A project log for TMD-2: Turing Machine Demonstrator Mark 2

Build a Turing machine based on TMD-1 but with support for more states and symbols.

michael-gardiMichael Gardi 11/20/2020 at 17:440 Comments

I was a little disappointed with how long TMD-2 took to capture the state transition table symbols via OCR.  I had mentioned in my previous log that the pytesseract library "executes" the whole Tesseract engine for each call, essentially using the command line interface, and I was making a call once for each table cell.  My planned switch to  tesserocr, which integrates directly with Tesseract's C++ API using Cython, didn't pan out due to segmentation fault integration issues.  

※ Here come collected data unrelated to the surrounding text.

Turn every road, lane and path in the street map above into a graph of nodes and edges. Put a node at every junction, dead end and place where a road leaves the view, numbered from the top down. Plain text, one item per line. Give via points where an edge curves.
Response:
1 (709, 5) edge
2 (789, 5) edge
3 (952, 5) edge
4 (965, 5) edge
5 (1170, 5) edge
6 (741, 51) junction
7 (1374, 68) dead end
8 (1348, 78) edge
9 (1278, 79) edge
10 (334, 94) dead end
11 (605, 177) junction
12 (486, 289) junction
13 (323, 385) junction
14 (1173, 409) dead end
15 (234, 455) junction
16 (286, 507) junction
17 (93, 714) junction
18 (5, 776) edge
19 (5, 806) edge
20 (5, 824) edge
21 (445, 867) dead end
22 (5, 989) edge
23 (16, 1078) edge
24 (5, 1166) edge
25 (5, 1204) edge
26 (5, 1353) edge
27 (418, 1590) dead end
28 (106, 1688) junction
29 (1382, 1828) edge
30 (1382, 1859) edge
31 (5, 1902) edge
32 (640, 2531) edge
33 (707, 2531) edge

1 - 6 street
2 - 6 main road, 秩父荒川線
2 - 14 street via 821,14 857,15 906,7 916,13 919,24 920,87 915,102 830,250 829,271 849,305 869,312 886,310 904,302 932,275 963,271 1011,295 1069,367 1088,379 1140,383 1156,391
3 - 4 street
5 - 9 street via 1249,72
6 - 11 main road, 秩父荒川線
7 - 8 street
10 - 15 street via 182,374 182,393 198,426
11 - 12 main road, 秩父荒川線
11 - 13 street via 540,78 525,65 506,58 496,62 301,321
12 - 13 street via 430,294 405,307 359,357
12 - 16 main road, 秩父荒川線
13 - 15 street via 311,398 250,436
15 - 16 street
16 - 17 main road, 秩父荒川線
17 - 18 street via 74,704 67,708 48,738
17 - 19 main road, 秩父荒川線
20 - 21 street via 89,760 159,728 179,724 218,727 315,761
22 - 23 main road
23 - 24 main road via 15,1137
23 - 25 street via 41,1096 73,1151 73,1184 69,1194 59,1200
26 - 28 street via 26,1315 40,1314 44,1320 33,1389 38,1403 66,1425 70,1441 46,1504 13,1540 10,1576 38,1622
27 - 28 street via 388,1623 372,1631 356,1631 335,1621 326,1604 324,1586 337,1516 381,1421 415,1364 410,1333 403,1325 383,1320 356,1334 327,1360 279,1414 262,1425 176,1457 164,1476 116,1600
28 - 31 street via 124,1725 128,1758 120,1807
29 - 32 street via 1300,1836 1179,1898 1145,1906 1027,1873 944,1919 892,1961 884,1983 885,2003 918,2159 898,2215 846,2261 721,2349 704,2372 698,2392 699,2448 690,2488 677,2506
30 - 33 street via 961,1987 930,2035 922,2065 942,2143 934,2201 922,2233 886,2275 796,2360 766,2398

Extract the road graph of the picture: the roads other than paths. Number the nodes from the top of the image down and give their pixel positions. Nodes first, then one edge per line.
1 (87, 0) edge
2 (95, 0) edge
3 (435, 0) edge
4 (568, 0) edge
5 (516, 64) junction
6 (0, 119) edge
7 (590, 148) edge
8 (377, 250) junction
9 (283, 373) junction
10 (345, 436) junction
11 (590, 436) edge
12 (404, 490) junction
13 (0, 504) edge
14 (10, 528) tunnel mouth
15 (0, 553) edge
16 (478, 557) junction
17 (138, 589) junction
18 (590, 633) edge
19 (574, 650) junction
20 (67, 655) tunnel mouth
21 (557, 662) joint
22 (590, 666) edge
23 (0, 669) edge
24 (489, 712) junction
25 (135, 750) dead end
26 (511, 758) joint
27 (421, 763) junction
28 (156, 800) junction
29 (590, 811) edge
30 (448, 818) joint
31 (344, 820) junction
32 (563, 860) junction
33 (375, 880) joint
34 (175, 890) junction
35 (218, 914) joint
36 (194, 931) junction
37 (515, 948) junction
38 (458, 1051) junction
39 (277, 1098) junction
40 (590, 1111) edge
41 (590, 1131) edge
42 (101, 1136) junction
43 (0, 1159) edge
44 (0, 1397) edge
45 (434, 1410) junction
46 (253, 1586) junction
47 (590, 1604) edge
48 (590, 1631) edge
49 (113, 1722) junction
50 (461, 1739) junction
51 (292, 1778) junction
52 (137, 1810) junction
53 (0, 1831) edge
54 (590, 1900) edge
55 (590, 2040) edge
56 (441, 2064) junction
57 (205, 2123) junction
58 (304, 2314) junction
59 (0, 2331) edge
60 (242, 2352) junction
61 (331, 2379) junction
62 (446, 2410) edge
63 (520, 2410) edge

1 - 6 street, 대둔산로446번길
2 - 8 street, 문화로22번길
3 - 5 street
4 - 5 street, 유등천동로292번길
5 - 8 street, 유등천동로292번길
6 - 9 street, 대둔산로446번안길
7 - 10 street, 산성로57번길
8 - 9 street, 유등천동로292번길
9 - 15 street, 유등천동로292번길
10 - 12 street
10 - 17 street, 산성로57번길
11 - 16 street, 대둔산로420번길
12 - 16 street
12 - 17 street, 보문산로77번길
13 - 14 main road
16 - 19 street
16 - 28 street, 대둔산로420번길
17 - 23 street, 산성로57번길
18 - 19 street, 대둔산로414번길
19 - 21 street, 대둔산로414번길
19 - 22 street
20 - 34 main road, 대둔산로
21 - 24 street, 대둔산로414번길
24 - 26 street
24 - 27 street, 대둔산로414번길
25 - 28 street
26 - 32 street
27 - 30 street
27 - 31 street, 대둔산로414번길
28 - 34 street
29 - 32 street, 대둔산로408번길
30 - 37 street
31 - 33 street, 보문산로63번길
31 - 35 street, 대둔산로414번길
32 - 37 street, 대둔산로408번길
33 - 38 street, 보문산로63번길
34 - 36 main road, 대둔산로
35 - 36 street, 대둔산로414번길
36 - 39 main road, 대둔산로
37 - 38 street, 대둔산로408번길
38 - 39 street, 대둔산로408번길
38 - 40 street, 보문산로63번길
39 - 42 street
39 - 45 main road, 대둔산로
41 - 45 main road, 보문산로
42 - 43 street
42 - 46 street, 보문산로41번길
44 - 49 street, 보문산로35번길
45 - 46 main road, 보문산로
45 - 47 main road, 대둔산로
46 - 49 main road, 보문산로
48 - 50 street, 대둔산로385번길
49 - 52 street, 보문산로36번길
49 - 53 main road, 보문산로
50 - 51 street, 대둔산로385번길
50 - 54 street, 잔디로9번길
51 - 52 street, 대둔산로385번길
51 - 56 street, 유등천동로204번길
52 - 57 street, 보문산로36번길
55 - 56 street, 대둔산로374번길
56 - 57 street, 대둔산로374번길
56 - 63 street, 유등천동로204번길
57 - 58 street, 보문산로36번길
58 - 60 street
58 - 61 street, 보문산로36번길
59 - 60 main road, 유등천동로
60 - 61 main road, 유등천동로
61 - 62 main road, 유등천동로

So I began looking at how I might use Tesseract itself to speed things up. Tesseract has a lot of options. One in particular --psm allows you to define what the image you are passing in represents. Here is the full list of options:

0 = Orientation and script detection (OSD) only.
1 = Automatic page segmentation with OSD.
2 = Automatic page segmentation, but no OSD, or OCR. (not implemented)
3 = Fully automatic page segmentation, but no OSD. (Default)
4 = Assume a single column of text of variable sizes.
5 = Assume a single uniform block of vertically aligned text.
6 = Assume a single uniform block of text.
7 = Treat the image as a single text line.
8 = Treat the image as a single word.
9 = Treat the image as a single word in a circle.
10 = Treat the image as a single character.
11 = Sparse text. Find as much text as possible in no particular order.
12 = Sparse text with OSD.
13 = Raw line. Treat the image as a single text line,
     bypassing hacks that are Tesseract-specific.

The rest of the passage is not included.